Le tour de l'île bleu s'arrête à Cartierville
«On a voulu organiser cette excursion parce que les rives de la région métropolitaine sont superbes et les Montréalais les connaissent peu, a partagé pagaie en main Vincent Loiselle, co-organisateur du tour de l’île bleu. Il y a un mythe sur la mauvaise qualité de l’eau, mais c’est tout le contraire. Elle est de bonne qualité. Le tour est dépaysant et parfois, on se croirait dans des régions comme les Cantons-de-l’Est. C’est très sauvage. On imagine de gros immeubles, mais étonnamment il y a beaucoup de forêts.»
Tout au long du trajet de 150 km étalé sur quatre jours, des points d’arrêt étaient prévus. Le jour précédent la pause à Cartierville, les kayakistes ont dormi à la marina de Beaconsfield.
L’an dernier, les participants étaient hébergés dans des motels. Cette année, ils campaient avec leurs tentes dans des espaces verts de la ville. «La route bleue permet aux arrondissements de valoriser leur espaces verts, a souligné Ariane Cimon-Fortier, directrice générale d’Accès Fleuve / Zip Ville-Marie. C’est une priorité qui émerge de plus en plus au sein des arrondissements. On leur offre un événement qui correspond à leur nouvelle priorité. Ils embarquent avec beaucoup d’enthousiasme.»
Au parc Beauséjour, les participants ont été accueillis par l’Association récréoculturelle d’Ahuntsic-Cartierville (ARAC). Au moment du passage du Courrier Bordeaux-Cartierville, des tentes avaient déjà été installées sur le site. Une douche au Centre Y de Cartierville et un déjeuner au chalet du parc étaient prévus lors de ce deuxième arrêt.

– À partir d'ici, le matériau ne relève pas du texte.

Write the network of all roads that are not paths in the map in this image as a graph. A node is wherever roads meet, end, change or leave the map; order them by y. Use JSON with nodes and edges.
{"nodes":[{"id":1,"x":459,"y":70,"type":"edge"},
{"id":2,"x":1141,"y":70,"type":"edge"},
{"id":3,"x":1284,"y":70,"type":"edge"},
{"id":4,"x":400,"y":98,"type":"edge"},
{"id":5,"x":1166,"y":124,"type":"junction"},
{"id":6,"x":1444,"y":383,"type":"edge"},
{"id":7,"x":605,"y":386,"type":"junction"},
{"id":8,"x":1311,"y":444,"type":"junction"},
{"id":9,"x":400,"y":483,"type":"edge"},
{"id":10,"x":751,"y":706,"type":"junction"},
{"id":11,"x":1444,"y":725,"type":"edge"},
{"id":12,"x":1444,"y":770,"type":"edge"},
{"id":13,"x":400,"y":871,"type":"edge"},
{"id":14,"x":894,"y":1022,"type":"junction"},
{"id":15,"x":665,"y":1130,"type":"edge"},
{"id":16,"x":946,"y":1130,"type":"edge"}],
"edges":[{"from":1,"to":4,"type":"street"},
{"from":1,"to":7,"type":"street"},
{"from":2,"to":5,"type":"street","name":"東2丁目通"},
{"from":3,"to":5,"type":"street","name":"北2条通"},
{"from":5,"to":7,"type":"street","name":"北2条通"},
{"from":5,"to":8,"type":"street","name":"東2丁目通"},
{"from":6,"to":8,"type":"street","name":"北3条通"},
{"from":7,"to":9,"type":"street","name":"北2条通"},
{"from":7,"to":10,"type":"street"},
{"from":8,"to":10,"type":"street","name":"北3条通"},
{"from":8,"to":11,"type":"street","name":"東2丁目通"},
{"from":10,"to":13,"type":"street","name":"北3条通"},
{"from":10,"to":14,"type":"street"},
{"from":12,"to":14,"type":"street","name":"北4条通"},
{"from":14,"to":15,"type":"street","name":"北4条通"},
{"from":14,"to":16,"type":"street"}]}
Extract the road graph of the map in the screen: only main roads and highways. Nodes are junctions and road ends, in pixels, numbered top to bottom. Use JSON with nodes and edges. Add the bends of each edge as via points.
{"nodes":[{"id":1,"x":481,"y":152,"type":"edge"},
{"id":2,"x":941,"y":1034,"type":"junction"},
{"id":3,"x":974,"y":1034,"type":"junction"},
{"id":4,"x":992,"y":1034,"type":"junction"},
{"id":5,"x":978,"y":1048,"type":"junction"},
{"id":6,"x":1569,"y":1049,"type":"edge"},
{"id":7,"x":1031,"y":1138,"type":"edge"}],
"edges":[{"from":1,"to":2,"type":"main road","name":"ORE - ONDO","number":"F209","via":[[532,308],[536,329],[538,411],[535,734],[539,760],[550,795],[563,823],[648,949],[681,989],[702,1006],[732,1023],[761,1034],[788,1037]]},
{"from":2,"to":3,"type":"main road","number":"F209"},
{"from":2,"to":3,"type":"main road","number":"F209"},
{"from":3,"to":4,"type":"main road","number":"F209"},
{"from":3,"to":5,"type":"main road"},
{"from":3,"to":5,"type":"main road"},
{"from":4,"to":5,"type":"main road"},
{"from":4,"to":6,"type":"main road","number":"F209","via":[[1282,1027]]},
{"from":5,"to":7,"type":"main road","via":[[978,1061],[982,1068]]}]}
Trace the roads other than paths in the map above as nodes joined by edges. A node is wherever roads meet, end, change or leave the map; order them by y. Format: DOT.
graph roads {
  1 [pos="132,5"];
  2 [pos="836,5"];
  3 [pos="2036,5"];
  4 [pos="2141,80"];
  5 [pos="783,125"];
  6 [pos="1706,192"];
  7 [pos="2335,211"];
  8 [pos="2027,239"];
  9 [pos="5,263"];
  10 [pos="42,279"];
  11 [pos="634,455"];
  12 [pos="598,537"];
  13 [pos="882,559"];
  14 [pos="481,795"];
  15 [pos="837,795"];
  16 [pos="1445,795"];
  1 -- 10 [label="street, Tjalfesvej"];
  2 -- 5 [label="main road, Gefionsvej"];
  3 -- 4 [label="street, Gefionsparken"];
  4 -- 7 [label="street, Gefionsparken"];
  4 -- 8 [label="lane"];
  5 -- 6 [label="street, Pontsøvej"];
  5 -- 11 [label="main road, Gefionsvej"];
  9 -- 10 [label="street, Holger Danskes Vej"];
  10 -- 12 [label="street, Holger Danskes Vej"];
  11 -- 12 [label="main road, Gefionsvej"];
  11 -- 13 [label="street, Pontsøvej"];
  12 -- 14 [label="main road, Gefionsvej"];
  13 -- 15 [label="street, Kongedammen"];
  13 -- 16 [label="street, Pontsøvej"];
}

«Ça nous permet de faire connaître nos installations», a mentionné Jocelyn Gauthier, chef de division Loisirs et développement social, à l’arrondissement d’Ahuntsic-Cartierville. On aimerait développer quelque chose pour la famille avec l’Association récréoculturelle et le tour de l’île bleu en juillet 2013. On pense à un événement rassembleur sur l’eau. L’idée est de redonner la rivière aux citoyens.»
L’ARAC qui compte une rampe de mise à l’eau derrière l’école Sophie-Barat souhaite éventuellement en aménager une autre au parc Beauséjour.
«Notre mission est de développer des activités de plein air le long de la rivière des Prairies afin que les citoyens se réapproprient ce plan d’eau», a indiqué Virginie Laurent, coordonnatrice de l’ARAC.
L’Association récréoculturelle offre, entre autres, une activité Cinéma au bord de l’eau au parc Beauséjour et de la location de kayak au site nautique Sophie-Barat.